Vediamo cosa conviene veramente ad un Paese tra nucleare e fotovoltaico
Come cittadini italiani a Giugno spenderemo 400 milioni di euro per permetterci di esprimere la nostra opinione sui quattro quesiti referendari. Vediamo di non buttarli al vento.
Sono quasi 10 euro a testa, una cifra che poteva essere risparmiata se fossero stati accorpati alle amministrative.
Ma non possiamo farci più niente. L’unica cosa in nostro potere è fare in modo che non vengano sprecati.

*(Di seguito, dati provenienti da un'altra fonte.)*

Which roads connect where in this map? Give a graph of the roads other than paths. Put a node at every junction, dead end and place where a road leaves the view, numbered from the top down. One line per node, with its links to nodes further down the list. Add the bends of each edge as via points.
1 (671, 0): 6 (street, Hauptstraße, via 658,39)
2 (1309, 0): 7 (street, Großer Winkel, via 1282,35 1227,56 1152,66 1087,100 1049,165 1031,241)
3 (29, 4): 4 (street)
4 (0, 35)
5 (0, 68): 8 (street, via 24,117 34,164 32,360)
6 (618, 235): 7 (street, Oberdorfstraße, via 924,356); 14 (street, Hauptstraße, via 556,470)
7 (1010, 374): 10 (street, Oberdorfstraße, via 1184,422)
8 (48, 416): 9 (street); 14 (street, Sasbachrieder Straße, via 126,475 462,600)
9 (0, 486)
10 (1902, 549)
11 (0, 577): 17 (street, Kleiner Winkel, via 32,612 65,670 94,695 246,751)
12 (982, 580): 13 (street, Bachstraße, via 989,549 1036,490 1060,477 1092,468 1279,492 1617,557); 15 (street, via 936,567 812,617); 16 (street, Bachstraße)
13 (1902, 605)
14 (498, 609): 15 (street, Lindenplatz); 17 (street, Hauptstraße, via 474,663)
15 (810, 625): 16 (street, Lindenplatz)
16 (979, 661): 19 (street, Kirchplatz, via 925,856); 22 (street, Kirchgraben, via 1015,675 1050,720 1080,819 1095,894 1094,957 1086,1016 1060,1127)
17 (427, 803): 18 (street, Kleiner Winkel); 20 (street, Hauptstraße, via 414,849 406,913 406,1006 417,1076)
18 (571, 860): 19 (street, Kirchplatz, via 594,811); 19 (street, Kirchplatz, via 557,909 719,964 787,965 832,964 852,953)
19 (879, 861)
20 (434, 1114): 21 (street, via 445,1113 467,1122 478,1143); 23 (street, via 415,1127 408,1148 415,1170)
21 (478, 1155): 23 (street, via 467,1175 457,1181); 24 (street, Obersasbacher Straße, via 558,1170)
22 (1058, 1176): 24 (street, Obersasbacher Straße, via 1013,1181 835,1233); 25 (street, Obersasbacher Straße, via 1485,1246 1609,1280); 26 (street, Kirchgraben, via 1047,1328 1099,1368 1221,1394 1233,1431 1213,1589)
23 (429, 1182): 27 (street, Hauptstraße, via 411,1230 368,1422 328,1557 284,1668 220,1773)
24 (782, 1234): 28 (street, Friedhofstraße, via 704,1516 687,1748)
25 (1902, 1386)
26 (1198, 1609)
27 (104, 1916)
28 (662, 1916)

Riportiamo un commento di forte attualità per le decisioni politiche interne del nostro Paese, che saranno determinanti per il prossimo futuro, per scegliere che Italia vogliamo, che modello di società e che sistema di produzione. Sono temi che ci riguardano tutti d a vicino e che coinvolgeranno le future generazioni. non si può non tenerne conto.
Scrive Emilio Moninari:
Tra poco 50 milioni di italiani dovrebbero recarsi alle urne per il referendum sull’acqua pubblica, e il nucleare. Per impedire il quorum il governo ha negato l’election day, per il solo voto di un radicale e l’assenza di 10 parlamentari del centro sinistra. 400 milioni spesi per evitare il quorum.
Nazionalmente il PD evita ancora di prendere una posizione pubblica per il Sì ai referendum. Teme di dividersi al proprio interno, mentre centinaia di realtà di questo partito si stanno esprimendo e si impegnano per i Sì!
Ma ciò che più preoccupa il sottoscritto è il silenzio e l’indifferenza per i referendum, mostrata finora da quel popolo capace di mobilitarsi, di indignarsi e di scendere in piazza e da parte di quegli uomini e donne che per ruolo pubblico e mediatico sono in grado di dare impulso ai messaggi.
Per questo popolo i referendum sull’acqua pubblica e il nucleare, malgrado la drammatizzazione che quest’ultimo ha avuto con il Giappone, sembrano ancora lontani dall’essere compresi nella loro portata e immediatezza politica.
Solo il “Via Berlusconi” coniugato di volta in volta da indignazioni per gli attacchi alla Costituzione, alle donne, alla giustizia ecc… sembra appassinare questo popolo e spingerlo a mobilitarsi in milioni.
Donne, intellettuali, attori, cantanti, giornalisti, associazioni d’ogni tipo sono pronti ad unirsi per il “Via Berlusconi”, ma poi sui contenuti tornano al proprio particolare. Non è politica questa, forse indebolirà il personaggio, ma non la cultura di massa che lo esprime e sopratutto, permettetemi, ci rende indifferenti ai contenuti capaci di incidere nella cultura dominante, che tra pochi mesi saremo chiamati tutti al voto referendario e che vincere o perdere non riguarda solo i promotori. Ma è una grande opportunità per cambiare come cittadini, la politica di questo paese e non solo.